• Un lièvre écorché


    « Le Parti de Gauche a-t-il soulevé un lièvre ? »
    (paru sur tf1.fr, le 21 septembre 2014)

     

     

    FlècheCe que j'en pense

    Quand la chose serait envisageable au sens propre − en attrapant l'intéressé par les oreilles −, elle serait condamnable au sens figuré. C'est que la formule consacrée pour « être le premier à signaler une difficulté, une question embarrassante » est lever un lièvre (ou lever le lièvre), où lièvre incarne l'idée de « but, ce que l'on recherche ».

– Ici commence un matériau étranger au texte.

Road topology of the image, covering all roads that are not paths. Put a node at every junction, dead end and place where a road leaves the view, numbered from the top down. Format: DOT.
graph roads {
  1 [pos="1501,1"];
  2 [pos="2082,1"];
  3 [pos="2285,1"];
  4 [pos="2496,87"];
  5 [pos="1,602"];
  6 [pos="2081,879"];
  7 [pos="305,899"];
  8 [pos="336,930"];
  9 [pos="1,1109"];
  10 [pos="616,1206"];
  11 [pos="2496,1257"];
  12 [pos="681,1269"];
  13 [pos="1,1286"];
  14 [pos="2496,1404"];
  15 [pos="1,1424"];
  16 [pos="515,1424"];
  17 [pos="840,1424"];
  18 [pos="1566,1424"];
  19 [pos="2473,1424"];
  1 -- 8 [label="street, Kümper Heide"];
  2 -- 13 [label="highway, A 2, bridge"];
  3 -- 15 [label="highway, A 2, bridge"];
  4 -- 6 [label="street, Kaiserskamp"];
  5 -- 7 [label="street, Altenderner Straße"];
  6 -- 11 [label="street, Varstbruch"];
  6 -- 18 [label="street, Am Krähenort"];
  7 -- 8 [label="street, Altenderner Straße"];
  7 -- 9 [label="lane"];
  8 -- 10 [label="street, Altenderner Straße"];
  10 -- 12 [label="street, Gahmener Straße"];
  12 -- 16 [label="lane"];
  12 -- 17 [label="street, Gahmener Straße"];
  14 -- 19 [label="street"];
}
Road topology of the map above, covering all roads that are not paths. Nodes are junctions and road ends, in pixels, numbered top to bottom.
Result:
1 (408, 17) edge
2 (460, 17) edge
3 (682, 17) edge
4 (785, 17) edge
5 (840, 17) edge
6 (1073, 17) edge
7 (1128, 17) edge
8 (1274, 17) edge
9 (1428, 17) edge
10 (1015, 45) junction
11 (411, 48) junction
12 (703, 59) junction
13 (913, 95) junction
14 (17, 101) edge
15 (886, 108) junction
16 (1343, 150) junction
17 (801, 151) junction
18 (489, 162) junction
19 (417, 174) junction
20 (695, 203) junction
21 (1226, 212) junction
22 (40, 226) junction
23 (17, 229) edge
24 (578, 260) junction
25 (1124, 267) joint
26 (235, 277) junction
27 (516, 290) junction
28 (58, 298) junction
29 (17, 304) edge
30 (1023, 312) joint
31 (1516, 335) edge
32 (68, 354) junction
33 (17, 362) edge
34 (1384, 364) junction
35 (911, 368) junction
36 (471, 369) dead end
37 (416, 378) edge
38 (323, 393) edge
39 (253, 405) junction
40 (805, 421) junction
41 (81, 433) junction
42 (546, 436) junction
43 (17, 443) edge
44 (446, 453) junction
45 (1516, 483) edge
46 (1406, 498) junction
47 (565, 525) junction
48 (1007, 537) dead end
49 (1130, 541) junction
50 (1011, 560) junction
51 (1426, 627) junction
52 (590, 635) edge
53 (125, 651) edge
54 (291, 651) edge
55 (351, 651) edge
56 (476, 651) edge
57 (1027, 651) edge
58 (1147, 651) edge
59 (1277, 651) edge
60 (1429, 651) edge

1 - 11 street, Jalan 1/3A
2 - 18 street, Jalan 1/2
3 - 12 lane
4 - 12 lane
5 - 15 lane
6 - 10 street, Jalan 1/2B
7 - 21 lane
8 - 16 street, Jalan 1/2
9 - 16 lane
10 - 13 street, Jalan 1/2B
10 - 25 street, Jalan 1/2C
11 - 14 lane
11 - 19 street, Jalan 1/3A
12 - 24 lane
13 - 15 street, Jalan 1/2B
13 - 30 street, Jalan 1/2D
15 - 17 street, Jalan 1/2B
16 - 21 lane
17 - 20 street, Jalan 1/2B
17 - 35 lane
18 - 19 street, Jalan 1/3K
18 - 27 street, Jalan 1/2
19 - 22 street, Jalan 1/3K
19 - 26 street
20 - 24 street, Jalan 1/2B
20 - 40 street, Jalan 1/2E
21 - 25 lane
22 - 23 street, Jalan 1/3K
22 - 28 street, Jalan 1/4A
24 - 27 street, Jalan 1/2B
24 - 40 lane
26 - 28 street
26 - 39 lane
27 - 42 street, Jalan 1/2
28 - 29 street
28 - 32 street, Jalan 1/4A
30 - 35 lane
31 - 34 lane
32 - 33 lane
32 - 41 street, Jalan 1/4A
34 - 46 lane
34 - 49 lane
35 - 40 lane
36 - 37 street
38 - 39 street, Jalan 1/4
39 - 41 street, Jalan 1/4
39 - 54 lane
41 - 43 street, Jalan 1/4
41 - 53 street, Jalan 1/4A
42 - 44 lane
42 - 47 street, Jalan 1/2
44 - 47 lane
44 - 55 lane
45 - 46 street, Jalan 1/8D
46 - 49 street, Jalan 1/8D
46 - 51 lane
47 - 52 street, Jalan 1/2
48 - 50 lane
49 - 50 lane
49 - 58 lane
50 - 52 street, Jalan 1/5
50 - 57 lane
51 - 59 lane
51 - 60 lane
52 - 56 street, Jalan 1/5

    L'expression, vous l'aurez deviné, est empruntée au monde de la chasse, où l'on a pour habitude de lever le gibier − entendez : le débusquer de son abri, le faire sortir de son gîte pour le tirer − avant, le cas échéant, de soulever sa dépouille pour en connaître le poids. Mais à cause de l'analogie avec soulever une question, une difficulté, une objection (au sens de « susciter, provoquer, faire naître »), grande est évidemment la tentation de substituer soulever à lever dans l'emploi figuré... au risque de voir détaler la métaphore : « Sartre a soulevé là un gros lièvre » (Jean Cocteau) ; « À peine avait-il soulevé ce lièvre que (...) » (Alexandre Adler) ; « À ma connaissance, seul Arthur Janov a soulevé ce lièvre » (Françoise Hardy) ; « mais je n'avais pas voulu soulever le lièvre » (Macha Méril) ; « je parie qu'aucun gouvernement n'osera soulever ce lièvre » (Alain Juppé) ; «  elle ne tarderait sans doute pas à soulever le lièvre » (Blandine Le Callet) ; « Je ne me rappelle plus combien de temps cela m'a demandé pour soulever le lièvre, percer à jour l'imposture » (Philippe Besson).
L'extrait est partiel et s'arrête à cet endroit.